Gather up recycling and sort through the trash as Taylor participates in its second annual RecycleMania competition.
RecycleMania is a national competition among college campuses designed to promote waste reduction through recycling. The competition is an annual, eight week project that began Feb. 2 and concludes on Mar. 28.
This year marks the second year of Taylor’s participation.
Every campus that participates reports the amount of recycling and trash collected weekly to determine the percentage of waste that the school recycled.
National recognition is given to the winning school in the form of a press release and a trophy made out of recycled waste.
Students, faculty and staff of Taylor can get involved in multiple different ways during RecycleMania, in addition to recycling.
All of the events that are happening on campus are new as of this year and give numerous opportunities for people to get involved.
On Feb. 20, Taylor hosted a basketball game against Indiana Wesleyan where student volunteers collected recyclable items during the game.
Sophomore Sustainability Assistant (SA) for English Hall Hailey Lyon, said she remembers the first football game Taylor hosted against Indiana Wesleyan this fall. She said the biggest thing that stood out to her after the game was the amount of plastic water bottles that were thrown away that could have contributed to recycling.
On Monday Feb. 24 through Friday March 28, SAs are storming the dorms in search of any recyclable items students may have in their dorm rooms, this includes on campus apartments as well.
Senior SA for Wolgemuth Hall Benj Morris said the dorm storm is a time where students can expect SAs to knock on their dorm rooms, collect recycling, sort through trash and answer any questions as to what can and can’t be recycled.

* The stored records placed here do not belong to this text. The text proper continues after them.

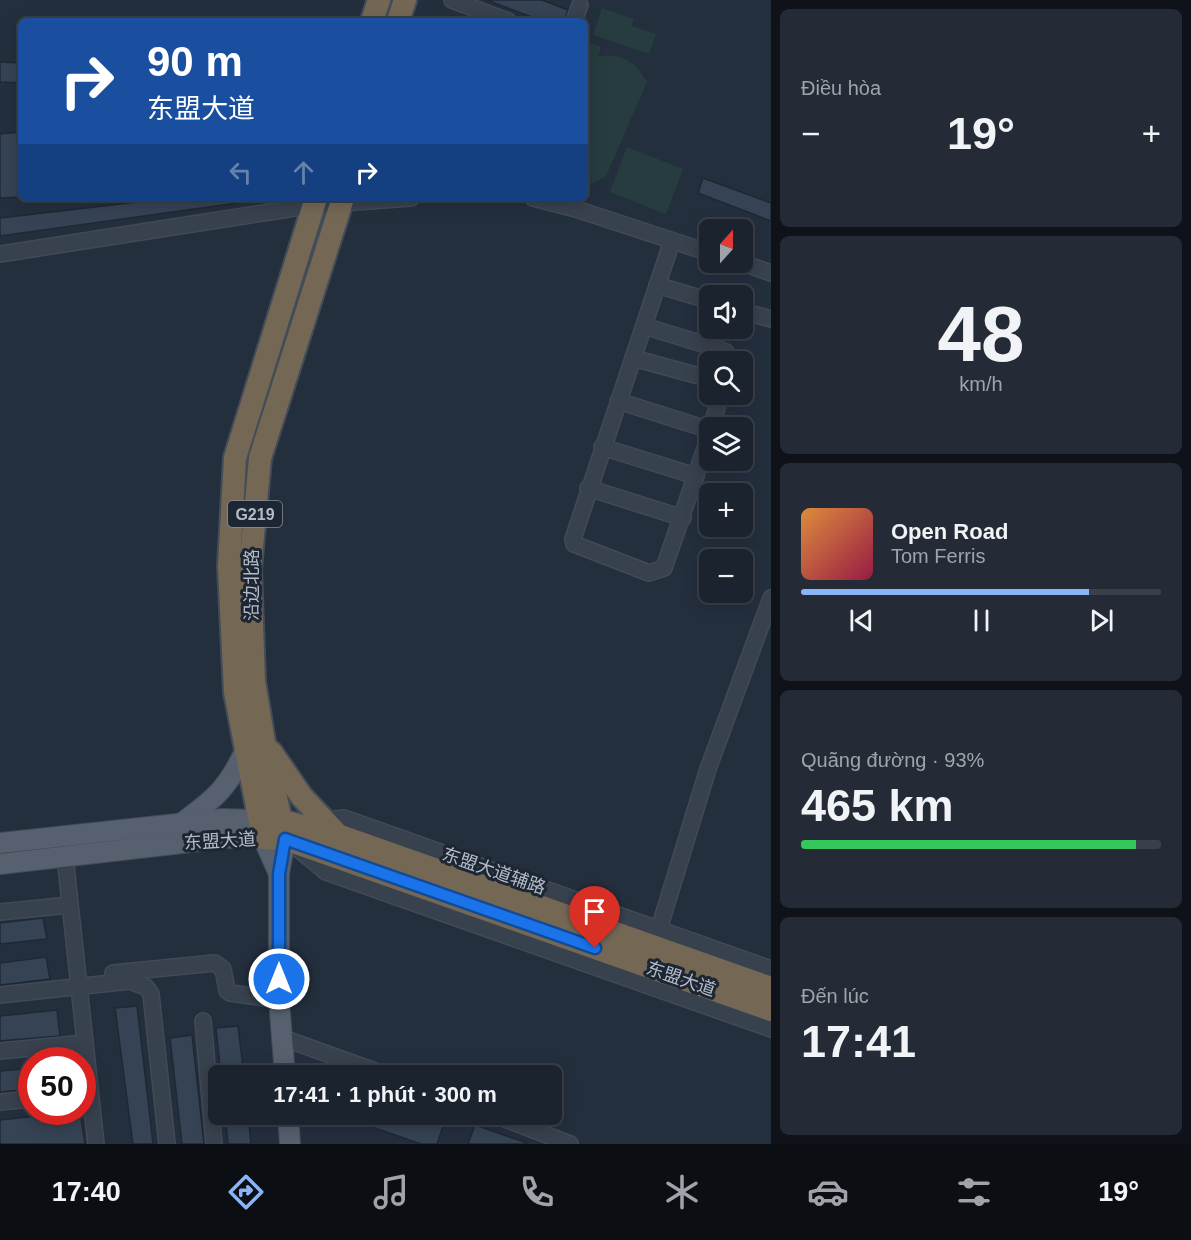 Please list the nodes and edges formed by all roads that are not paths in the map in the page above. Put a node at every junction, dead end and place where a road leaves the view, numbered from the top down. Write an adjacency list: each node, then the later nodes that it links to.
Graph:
1 (379, 0): 5 (highway)
2 (405, 0): 6 (highway)
3 (452, 0): 7 (street)
4 (580, 5): 8 (street)
5 (373, 18)
6 (399, 18)
7 (500, 18)
8 (575, 18)
9 (342, 201): 11 (street); 33 (highway, 沿边北路 / G219)
10 (545, 201): 12 (street)
11 (315, 202): 14 (street); 33 (highway, 沿边北路 / G219)
12 (672, 242): 13 (street); 17 (street)
13 (699, 250)
14 (0, 254)
15 (753, 267): 16 (street)
16 (771, 273)
17 (657, 285): 18 (street); 21 (street)
18 (699, 298)
19 (753, 313): 20 (street)
20 (771, 319)
21 (644, 326): 22 (street); 23 (street)
22 (724, 351)
23 (633, 358): 24 (street); 25 (street)
24 (699, 376)
25 (618, 401): 26 (street); 27 (street)
26 (699, 427)
27 (602, 447): 29 (street); 30 (street)
28 (699, 466): 29 (street)
29 (696, 476): 31 (street)
30 (588, 488): 31 (street); 31 (street)
31 (683, 518)
32 (771, 598): 42 (street)
33 (254, 747): 34 (main road); 35 (highway); 36 (highway, 沿边北路 / G219)
34 (180, 824): 36 (main road, 东盟大道); 37 (main road, 东盟大道)
35 (332, 828): 36 (highway, 东盟大道); 42 (street, 东盟大道辅路); 45 (highway, 东盟大道)
36 (272, 829): 38 (main road, 东盟大道); 47 (main road); 48 (highway, 东盟大道); 50 (street)
37 (0, 843)
38 (65, 857): 39 (main road, 东盟大道); 40 (street)
39 (0, 864)
40 (70, 905): 41 (street); 44 (street)
41 (0, 912)
42 (659, 929): 43 (street, 东盟大道辅路)
43 (771, 969)
44 (78, 981): 46 (street); 47 (street); 52 (street); 63 (street)
45 (771, 987)
46 (0, 994)
47 (279, 1000): 51 (main road)
48 (771, 1010)
49 (203, 1021): 64 (street)
50 (771, 1029)
51 (283, 1038): 55 (main road); 56 (street)
52 (85, 1043): 53 (street); 54 (street)
53 (85, 1047)
54 (0, 1052)
55 (284, 1065)
56 (358, 1065)
57 (18, 1100): 58 (street)
58 (0, 1102)
59 (93, 1125): 62 (street)
60 (289, 1125): 65 (main road)
61 (521, 1125): 66 (street)
62 (96, 1144)
63 (167, 1144)
64 (214, 1144)
65 (290, 1144)
66 (570, 1144) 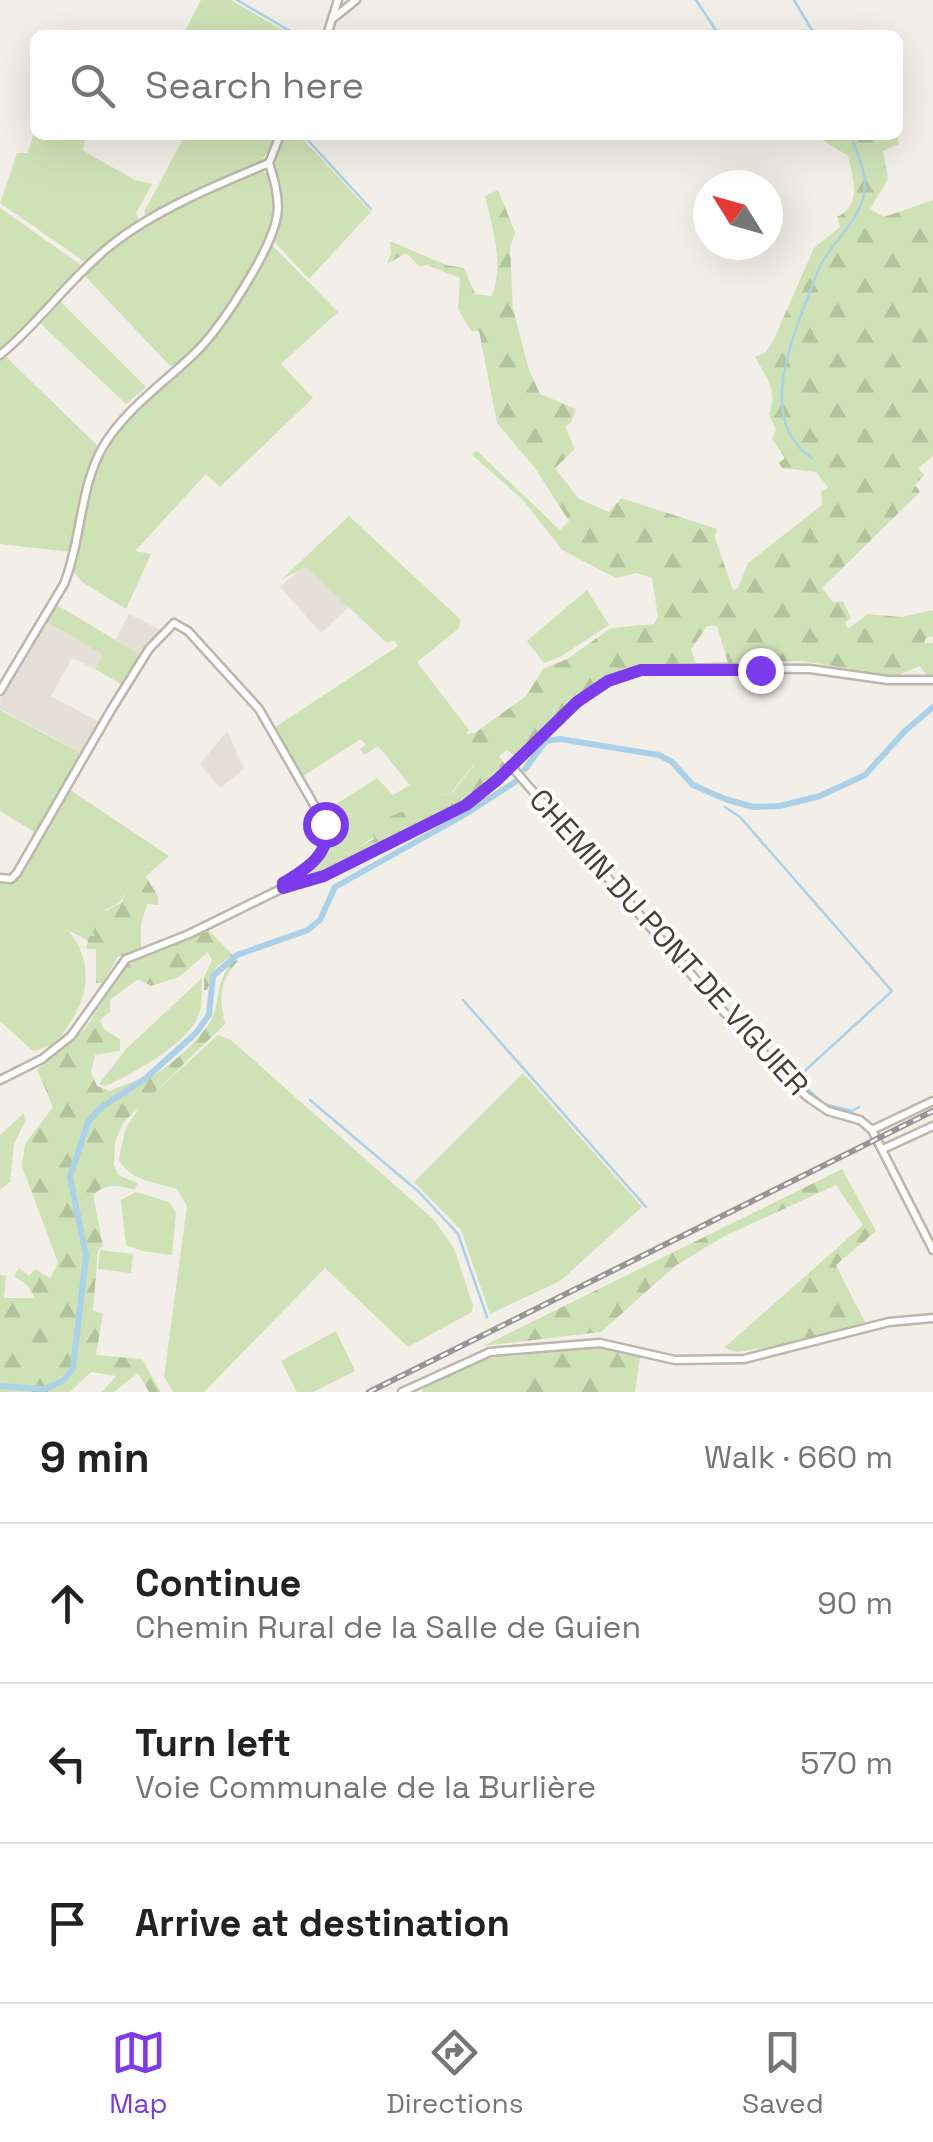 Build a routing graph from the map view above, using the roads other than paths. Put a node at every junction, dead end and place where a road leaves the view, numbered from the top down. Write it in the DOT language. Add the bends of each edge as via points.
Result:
graph roads {
  1 [pos="338,0"];
  2 [pos="356,0"];
  3 [pos="334,17"];
  4 [pos="330,30"];
  5 [pos="278,140"];
  6 [pos="268,164"];
  7 [pos="0,355"];
  8 [pos="933,680"];
  9 [pos="0,691"];
  10 [pos="511,766"];
  11 [pos="0,878"];
  12 [pos="283,888"];
  13 [pos="0,1080"];
  14 [pos="933,1102"];
  15 [pos="933,1126"];
  16 [pos="872,1130"];
  17 [pos="883,1150"];
  18 [pos="933,1250"];
  19 [pos="933,1318"];
  20 [pos="402,1392"];
  1 -- 3 [label="street"];
  2 -- 3 [label="street"];
  3 -- 4 [label="street"];
  5 -- 6 [label="street"];
  6 -- 7 [label="street" via="112,244"];
  6 -- 9 [label="street" via="278,209 272,232 218,327 129,412 102,448 72,567"];
  8 -- 10 [label="street" via="810,669 641,670 594,689"];
  10 -- 12 [label="street" via="466,805 324,876"];
  10 -- 16 [label="street, CHEMIN DU PONT DE VIGUIER" via="723,1011 806,1096"];
  11 -- 12 [label="street" via="17,873 120,695 174,623 259,709 325,824 324,848"];
  12 -- 13 [label="street" via="126,960 71,1036 42,1060"];
  14 -- 16 [label="street"];
  15 -- 17 [label="street"];
  16 -- 17 [label="street"];
  17 -- 18 [label="street"];
  19 -- 20 [label="street" via="890,1322 744,1359 675,1360 600,1343 490,1352"];
}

On Mar. 10, Assistant Professor of Sustainability Development Phil Grabowski’s sustainability classes will be sorting through trash on the stage of the LaRita Boren Campus Center during lunch. This action aims to provide awareness for people deciphering between recyclables and trash.
“We should be responsible with the dominion God gives us over his creation, because he graciously allowed us to it, and I think so many people abuse it and don't realize what a precious gift it is,” Lyon said.
At the conclusion of RecycleMania last year, Grabowski reported 3,700 pounds of waste was recycled per week on average. This converted into 12% of all waste per week on campus being recycled.
Since Feb. 2 Grabowski has reported 3,417 pounds of recycling, which looks like 11% of all waste per week on campus is being recycled.
There is still time to get involved.
As of the publication of this article there are four weeks left to participate in this competition.
Currently, the biggest recycling problem comes from the lack of intentional recycling in the Campus Center.
Grabowski hypothesizes that a large amount of confusion comes from the labels in the Campus Center. Later this month Grabowski and his sustainability class have plans to place temporary labels on the top of the recycling bins in the Campus Center to test their effectiveness.
“Even with labels, people have to pay attention and make an effort. Don't put trash in (the recycling),” Grabowski said, “Even if you don't want to recycle — even if you're opposed to recycling for whatever reason — just don't put your trash in the recycling and contaminate everybody else's recycling.”
In an article published by The Echo on Nov. 1, 2019, Grabowski said that once one person decides to throw their salad in the recycling, the whole recycling bin is contaminated and has to be thrown out.
However, recycling is not the only way that students can get involved.
“A big thing is food waste in the DC, it is take all you can eat but make sure you eat all you take,” Morris said.
Morris said turning your lights off and not leaving AC or heat running all the time are other ways students can be doing their part to cut down cost on the university.
Grabowski said that sustainability is about being intentional.
“When students care about something the university responds,” Grabowski said. “So if students really care about recycling we will have the best recycling system in the country.”